As It Turns Out, Gen Z Is Not Smarter About Cybersecurity
According to Bloomberg, close to a third of the world's population belongs to the so-called Gen Z. Generation Z, for those of you who don't know, is the collective label placed on those of you who were born between the mid-1990s and the mid-2000s. Putting such a vast number of people from different geographical regions in a single demographic group is bound to cause some controversy, but there is at least one thing that connects most members of Generation Z – they were the first generation that had access to the internet from a very early age.
In theory, the so-called Gen Zers should be best accustomed to existing in the online world. And by "existing", we don't just mean using emojis proficiently; we're also referring to data protection. In reality, however, evidence suggests that regardless of their age, people are woefully unprepared when it comes to knowing what sort of threats the internet presents.
Another survey, another set of horrible statistics
In late-2018, Google commissioned Harris Poll to call 3,000 US-based adults and ask them some cybersecurity-related questions. Those of you who have been actively interested in the industry won't be surprised to find out that the results are less than encouraging.
52% of the interviewed admitted that they use the same password for more than one account, and 13% said that they use one password for ALL their accounts. The rest (about 35%) claimed to have a unique password for every single one of the services they use, but it probably pays to take this with a pinch of salt in light of the fact that only 24% of the participants announced that they use a password management solution.
And although security experts keep telling people how important it is to install security patches as soon as they become available, a whopping 1 in 3 of the surveyed admitted that they either don't update their software products or have no idea whether they do. As we mentioned already, Harris Poll's research won't give security experts the shock of their lives. When it comes to regular users, however, things might be a tiny bit different. The people who took part in the survey certainly don't seem to see the magnitude of the problem.
Users think that they're on top of it all
59% of the surveyed told Harris Poll that according to them, they have done more than the average person to protect their accounts. Close to 70% are even prepared to give themselves As and Bs for the security habits that they've built. The figures show that people are being quite optimistic when assessing their own security posture, but this is hardly surprising considering the fact that, as another section of Google's infographic shows, many don't seem to be fully aware of the type of threats and the mechanisms that can protect them.

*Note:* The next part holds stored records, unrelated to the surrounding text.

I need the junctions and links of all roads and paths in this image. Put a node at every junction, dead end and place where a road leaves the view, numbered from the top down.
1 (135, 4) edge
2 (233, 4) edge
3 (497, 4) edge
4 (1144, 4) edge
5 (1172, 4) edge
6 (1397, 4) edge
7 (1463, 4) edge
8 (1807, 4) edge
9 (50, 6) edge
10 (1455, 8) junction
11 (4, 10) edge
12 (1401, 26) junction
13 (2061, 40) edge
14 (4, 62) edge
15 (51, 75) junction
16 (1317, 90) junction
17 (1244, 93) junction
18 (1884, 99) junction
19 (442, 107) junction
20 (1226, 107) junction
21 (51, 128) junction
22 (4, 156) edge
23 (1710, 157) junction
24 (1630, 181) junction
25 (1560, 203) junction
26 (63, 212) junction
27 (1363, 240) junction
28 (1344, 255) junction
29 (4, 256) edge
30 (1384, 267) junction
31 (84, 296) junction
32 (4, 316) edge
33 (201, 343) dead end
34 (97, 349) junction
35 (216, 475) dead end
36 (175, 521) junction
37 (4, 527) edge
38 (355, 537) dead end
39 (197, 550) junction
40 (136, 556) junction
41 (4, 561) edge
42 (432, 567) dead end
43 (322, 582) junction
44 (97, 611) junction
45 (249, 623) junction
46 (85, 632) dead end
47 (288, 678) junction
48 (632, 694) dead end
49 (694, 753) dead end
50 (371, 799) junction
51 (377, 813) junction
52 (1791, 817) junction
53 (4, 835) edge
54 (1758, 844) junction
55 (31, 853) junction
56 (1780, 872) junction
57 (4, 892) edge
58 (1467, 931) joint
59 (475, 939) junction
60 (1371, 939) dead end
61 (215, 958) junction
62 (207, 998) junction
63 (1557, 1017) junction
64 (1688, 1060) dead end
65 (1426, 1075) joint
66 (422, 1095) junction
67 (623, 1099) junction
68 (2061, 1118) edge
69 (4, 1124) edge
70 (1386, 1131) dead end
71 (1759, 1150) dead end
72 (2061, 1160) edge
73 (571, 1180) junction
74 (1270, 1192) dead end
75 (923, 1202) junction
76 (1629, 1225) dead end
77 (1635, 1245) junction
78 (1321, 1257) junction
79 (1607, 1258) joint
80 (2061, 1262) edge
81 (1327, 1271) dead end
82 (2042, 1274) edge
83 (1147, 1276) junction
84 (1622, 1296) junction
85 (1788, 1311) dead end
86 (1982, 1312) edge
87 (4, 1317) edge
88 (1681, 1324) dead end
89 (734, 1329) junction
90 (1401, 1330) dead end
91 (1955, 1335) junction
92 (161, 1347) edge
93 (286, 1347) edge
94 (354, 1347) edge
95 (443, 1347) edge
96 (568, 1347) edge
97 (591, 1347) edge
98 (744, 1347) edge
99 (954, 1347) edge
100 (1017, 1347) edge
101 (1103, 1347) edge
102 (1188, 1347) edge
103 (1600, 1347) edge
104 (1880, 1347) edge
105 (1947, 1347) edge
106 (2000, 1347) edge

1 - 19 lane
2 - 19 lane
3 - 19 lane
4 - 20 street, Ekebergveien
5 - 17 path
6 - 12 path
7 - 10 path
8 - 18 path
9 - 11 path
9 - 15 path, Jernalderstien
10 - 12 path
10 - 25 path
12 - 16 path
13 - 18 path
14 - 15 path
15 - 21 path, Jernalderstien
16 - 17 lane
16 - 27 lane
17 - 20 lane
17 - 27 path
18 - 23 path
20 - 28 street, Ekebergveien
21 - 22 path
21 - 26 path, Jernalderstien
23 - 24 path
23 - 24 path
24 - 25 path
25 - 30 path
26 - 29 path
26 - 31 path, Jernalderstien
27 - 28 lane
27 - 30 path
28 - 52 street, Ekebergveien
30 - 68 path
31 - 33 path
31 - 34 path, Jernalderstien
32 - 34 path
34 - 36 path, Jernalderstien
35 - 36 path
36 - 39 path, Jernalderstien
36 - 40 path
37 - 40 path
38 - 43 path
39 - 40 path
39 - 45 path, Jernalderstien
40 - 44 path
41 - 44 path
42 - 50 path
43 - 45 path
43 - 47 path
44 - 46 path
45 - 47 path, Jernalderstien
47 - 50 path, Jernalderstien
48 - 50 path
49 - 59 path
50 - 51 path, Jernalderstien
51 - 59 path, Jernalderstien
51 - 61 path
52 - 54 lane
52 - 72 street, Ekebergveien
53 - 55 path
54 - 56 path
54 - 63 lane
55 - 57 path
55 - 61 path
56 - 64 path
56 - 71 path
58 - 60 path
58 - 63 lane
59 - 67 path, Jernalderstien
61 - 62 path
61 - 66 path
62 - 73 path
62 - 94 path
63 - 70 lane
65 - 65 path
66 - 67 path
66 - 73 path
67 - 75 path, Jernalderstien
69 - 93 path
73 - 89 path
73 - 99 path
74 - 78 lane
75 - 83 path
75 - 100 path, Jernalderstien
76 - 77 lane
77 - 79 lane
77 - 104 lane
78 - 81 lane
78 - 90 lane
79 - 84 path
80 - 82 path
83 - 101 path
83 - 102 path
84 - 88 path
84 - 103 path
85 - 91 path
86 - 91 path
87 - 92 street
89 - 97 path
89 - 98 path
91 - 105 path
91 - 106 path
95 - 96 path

According to the report, about 60% knew what phishing was, 55% could correctly explain the functionality of a password manager, and the same percentage guessed what two-step verification does. We are talking about some pretty basic security-related notions, and yet, less than a third of the participants managed to correctly define all three terms.
Youngsters are not more security savvy
You'd expect that having grown up with a computer mouse in their hand, a younger person would be more aware of the dangers and the online security issues they have to deal with. This doesn't seem to be the case, though. In fact, in an interview with Mashable, Emily Schechter from Google's Chrome Security team said that a whopping 78% of the participants aged between 16 and 24 admitted to using one password for multiple accounts. By contrast, about 60% of baby boomers (aged 50 or over) admitted to password reuse which, while far from a great result, is significantly better.
While they certainly have password security problems, Gen Zers don't seem to have any confidence issues. More than 70% of the younger participants said that they wouldn't fall for a phishing scam. It's a shame that only 44% actually knew what a phishing scam is.
It must be said that we probably shouldn't be too hard on Generation Z members. When it comes to two-factor authentication adoption, for example, they have overtaken all other age groups, with more than three-quarters of the interviewed youngsters claiming to use the feature. According to Google's infographic, younger users are also more likely to regularly update their passwords and to employ the services of a password manager.
All in all, although they had the privilege to grow up in the digital world, Gen Zers are facing the same cybersecurity problems as the rest of the users. They are not necessarily worse at handling them, but they don't seem to be significantly better at it, either.